Король определил на это громадную сумму и, чтобы ее покрыть, отказался от целого ряда обычных во дворце праздников; затем он прекратил охоту, и все добытое таким образом определил на приют для бедных.




Приют для бедных в Неаполе (внутренний двор)
У Карла III была страсть к рыболовству и охоте, и он удовлетворял ее, как простой горожанин: в одиночку ходил с ружьем или уезжал с удочками в Портичи, где у него был свой дворец. Пример этот так вдохновил падре Рокко, что он уже властно обращался к дворянам: «вы роскошествуете, когда ваш король во всем себе отказывает»; и вот в самое короткое время деньги для приюта бедных оказались собранными…
Можно думать, что это именно и создало самых сильных врагов падре Рокко. Завистники умножались, по мере роста всеобщего к нему уважения, любви к нему. Посыпались обвинения, что он позорит монашескую рясу, являясь в самых постыдных местах. Его покровителя, Карла III, уже не было в Неаполе.
Раз в самом ужаснейшем гнезде порока и преступления, — куда и простонародье не решалось ходить без опаски, — на одной из площадей началась схватка между чернью и полицией.
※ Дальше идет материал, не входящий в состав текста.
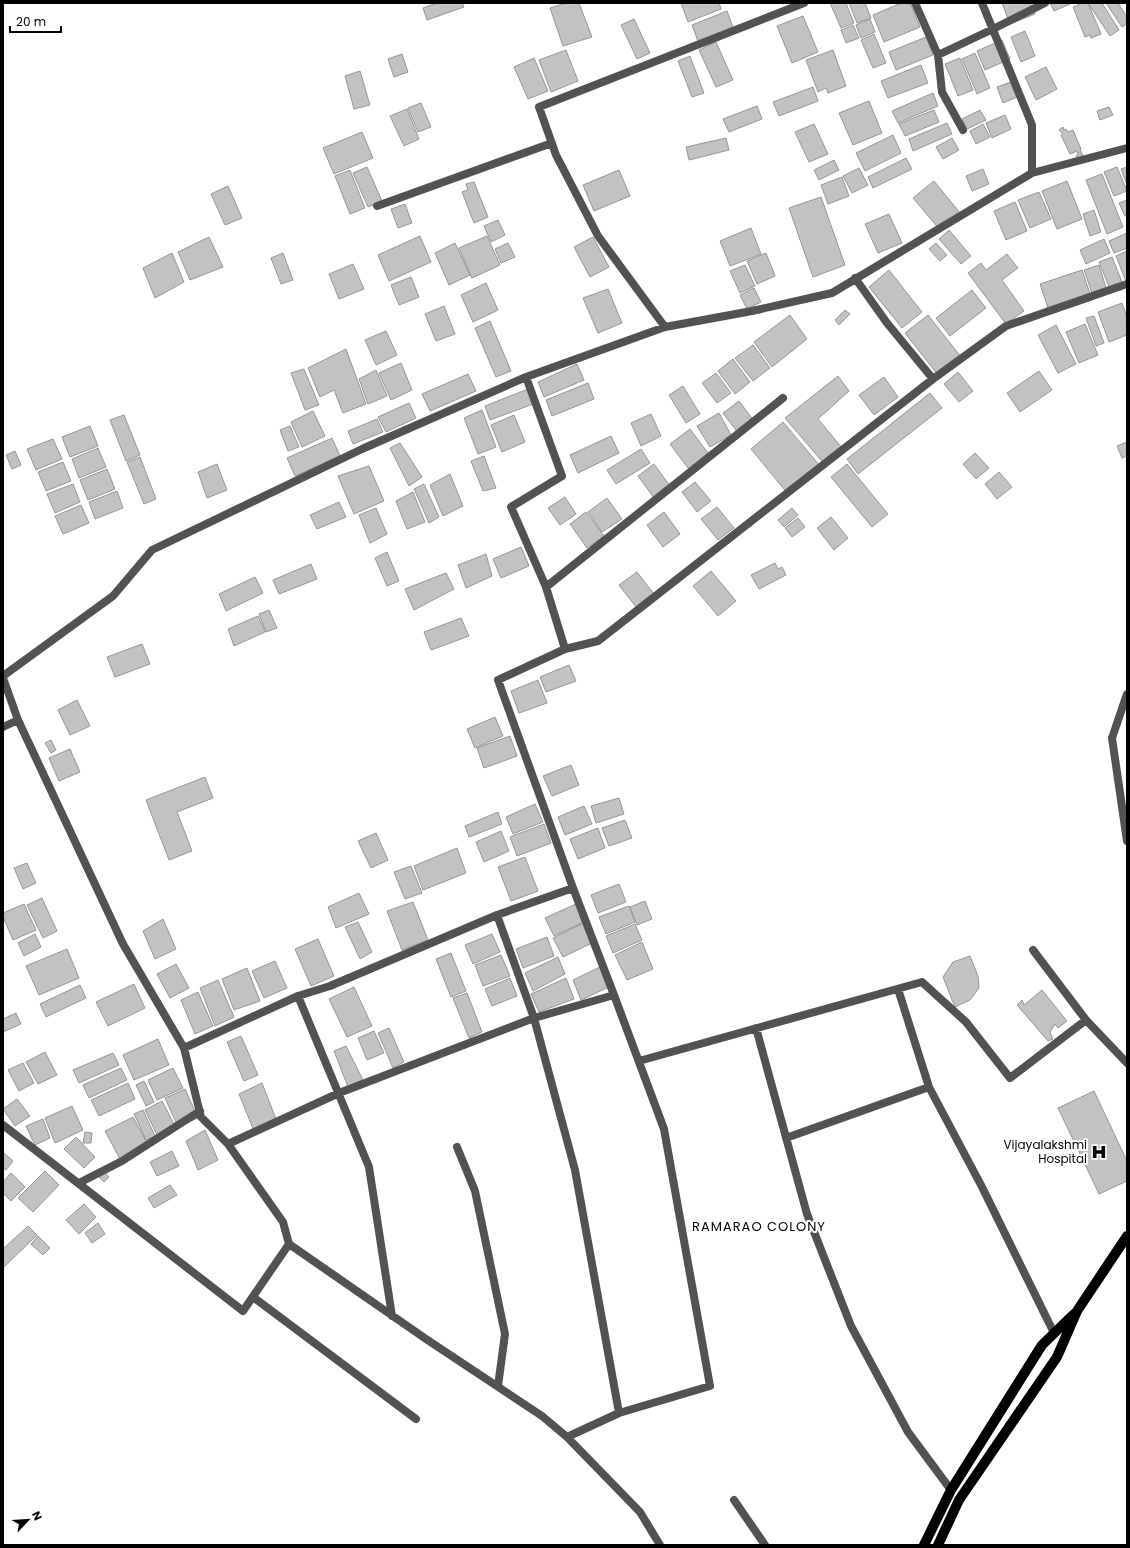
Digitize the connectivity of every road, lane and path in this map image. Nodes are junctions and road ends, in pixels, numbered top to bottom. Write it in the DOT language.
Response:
graph roads {
  1 [pos="804,3"];
  2 [pos="915,3"];
  3 [pos="982,3"];
  4 [pos="1045,3"];
  5 [pos="993,29"];
  6 [pos="938,55"];
  7 [pos="963,130"];
  8 [pos="552,143"];
  9 [pos="1127,148"];
  10 [pos="1032,173"];
  11 [pos="377,206"];
  12 [pos="855,278"];
  13 [pos="1127,284"];
  14 [pos="665,327"];
  15 [pos="526,377"];
  16 [pos="933,379"];
  17 [pos="782,398"];
  18 [pos="546,587"];
  19 [pos="565,649"];
  20 [pos="3,677"];
  21 [pos="1127,694"];
  22 [pos="18,720"];
  23 [pos="3,727"];
  24 [pos="1127,841"];
  25 [pos="573,888"];
  26 [pos="497,915"];
  27 [pos="1033,950"];
  28 [pos="898,989"];
  29 [pos="614,995"];
  30 [pos="298,996"];
  31 [pos="534,1018"];
  32 [pos="1086,1020"];
  33 [pos="756,1028"];
  34 [pos="184,1048"];
  35 [pos="639,1061"];
  36 [pos="1127,1063"];
  37 [pos="929,1086"];
  38 [pos="339,1093"];
  39 [pos="200,1112"];
  40 [pos="3,1125"];
  41 [pos="786,1138"];
  42 [pos="228,1144"];
  43 [pos="457,1147"];
  44 [pos="79,1182"];
  45 [pos="1127,1236"];
  46 [pos="289,1244"];
  47 [pos="253,1297"];
  48 [pos="1077,1311"];
  49 [pos="392,1316"];
  50 [pos="1054,1333"];
  51 [pos="498,1386"];
  52 [pos="619,1413"];
  53 [pos="416,1419"];
  54 [pos="567,1437"];
  55 [pos="951,1490"];
  56 [pos="734,1500"];
  57 [pos="660,1545"];
  58 [pos="765,1545"];
  59 [pos="924,1545"];
  60 [pos="938,1545"];
  1 -- 8 [label="street"];
  2 -- 6 [label="street"];
  3 -- 5 [label="street"];
  4 -- 5 [label="street"];
  5 -- 6 [label="street"];
  5 -- 10 [label="street"];
  6 -- 7 [label="street"];
  8 -- 11 [label="street"];
  8 -- 14 [label="street"];
  9 -- 10 [label="street"];
  10 -- 12 [label="street"];
  12 -- 14 [label="street"];
  12 -- 16 [label="street"];
  13 -- 16 [label="street"];
  14 -- 15 [label="street"];
  15 -- 18 [label="street"];
  15 -- 20 [label="street"];
  16 -- 19 [label="street"];
  17 -- 18 [label="street"];
  18 -- 19 [label="street"];
  19 -- 25 [label="street"];
  20 -- 22 [label="street"];
  21 -- 24 [label="street"];
  22 -- 23 [label="street"];
  22 -- 34 [label="street"];
  25 -- 26 [label="street"];
  25 -- 29 [label="street"];
  26 -- 30 [label="street"];
  26 -- 31 [label="street"];
  27 -- 32 [label="street"];
  28 -- 32 [label="street"];
  28 -- 33 [label="street"];
  28 -- 37 [label="street"];
  29 -- 31 [label="street"];
  29 -- 35 [label="street"];
  30 -- 34 [label="street"];
  30 -- 38 [label="street"];
  31 -- 38 [label="street"];
  31 -- 52 [label="street"];
  32 -- 36 [label="street"];
  33 -- 35 [label="street"];
  33 -- 41 [label="street"];
  34 -- 39 [label="street"];
  35 -- 52 [label="street"];
  37 -- 41 [label="street"];
  37 -- 50 [label="street"];
  38 -- 42 [label="street"];
  38 -- 49 [label="street"];
  39 -- 42 [label="street"];
  39 -- 44 [label="street"];
  40 -- 44 [label="street"];
  41 -- 55 [label="street"];
  42 -- 46 [label="street"];
  43 -- 51 [label="street"];
  44 -- 47 [label="street"];
  45 -- 48 [label="main road"];
  46 -- 47 [label="street"];
  46 -- 49 [label="street"];
  47 -- 53 [label="street"];
  48 -- 50 [label="main road"];
  48 -- 60 [label="main road"];
  49 -- 51 [label="street"];
  50 -- 55 [label="main road"];
  51 -- 54 [label="street"];
  52 -- 54 [label="street"];
  54 -- 57 [label="street"];
  55 -- 59 [label="main road"];
  56 -- 58 [label="street"];
}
Пошли в дело ножи… Падре Рокко, всегда болевший сердцем за слабых и угнетенных, бросился в самую кипень свалки и, удерживая одних, грозя другим, убеждая третьих, — остановил разгоревшееся, было, кровопролитие. Настоятелю Доминиканского монастыря рассказали этот случай, но в особом освещении, приписав падре Рокко почин этой схватки. Монашество было все против бедного инока. «Апостола улицы», не выслушав, заперли в тюрьму обители, а оттуда тайком, ночью сослали в монастырь на Монте-Сомма на Везувии, запретив ему вступать с кем бы то ни было в сношения и подчинив его строжайшему надзору.
Два года провел в изгнании падре Рокко, сокрушаясь о своих бедных, о детях основанных им приютов, о несчастных, спасенных им и помещенных в убежища. Деятельная натура его не могла примириться с спокойствием и тишиною ссылочного скита. Жажда подвига, внутренний огонь прожигали его насквозь. Он уходил иногда на вершину горы и оттуда, со слезами на глазах, смотрел на свой Неаполь и простирал к нему руки, точно желал обнять его. Приставленные к нему сторожа часто видели его «грызущим зубами» железные затворы своей кельи, которую за ее тишину и покой Рокко называл гробом.
— Я был в Ноевом ковчеге, тщетно ожидая голубя, — говорил он потом об этом времени…




В 1764 г. повальная болезнь и голод посетили Неаполь. Бедствия были так ужасны, что народ, скученный в грязи и тесноте старых улиц, сбитый, как стадо, ополоумевший от безработицы, — беспомощно, тысячами умирал на тротуарах. Окрестные деревни безлюдели. Были улицы, сплошь обратившиеся в кладбища. Начались восстания.
Имя падре Рокко пришло всем на уста и на память. Первые же враги его сообразили, что помочь делу может только он, и никто больше. Никто не давал себе отчета, что здесь может сделать старый монах? Знали только, что он один может положить конец всенародному отчаянию. К падре Рокко послали просить вернуться в Неаполь.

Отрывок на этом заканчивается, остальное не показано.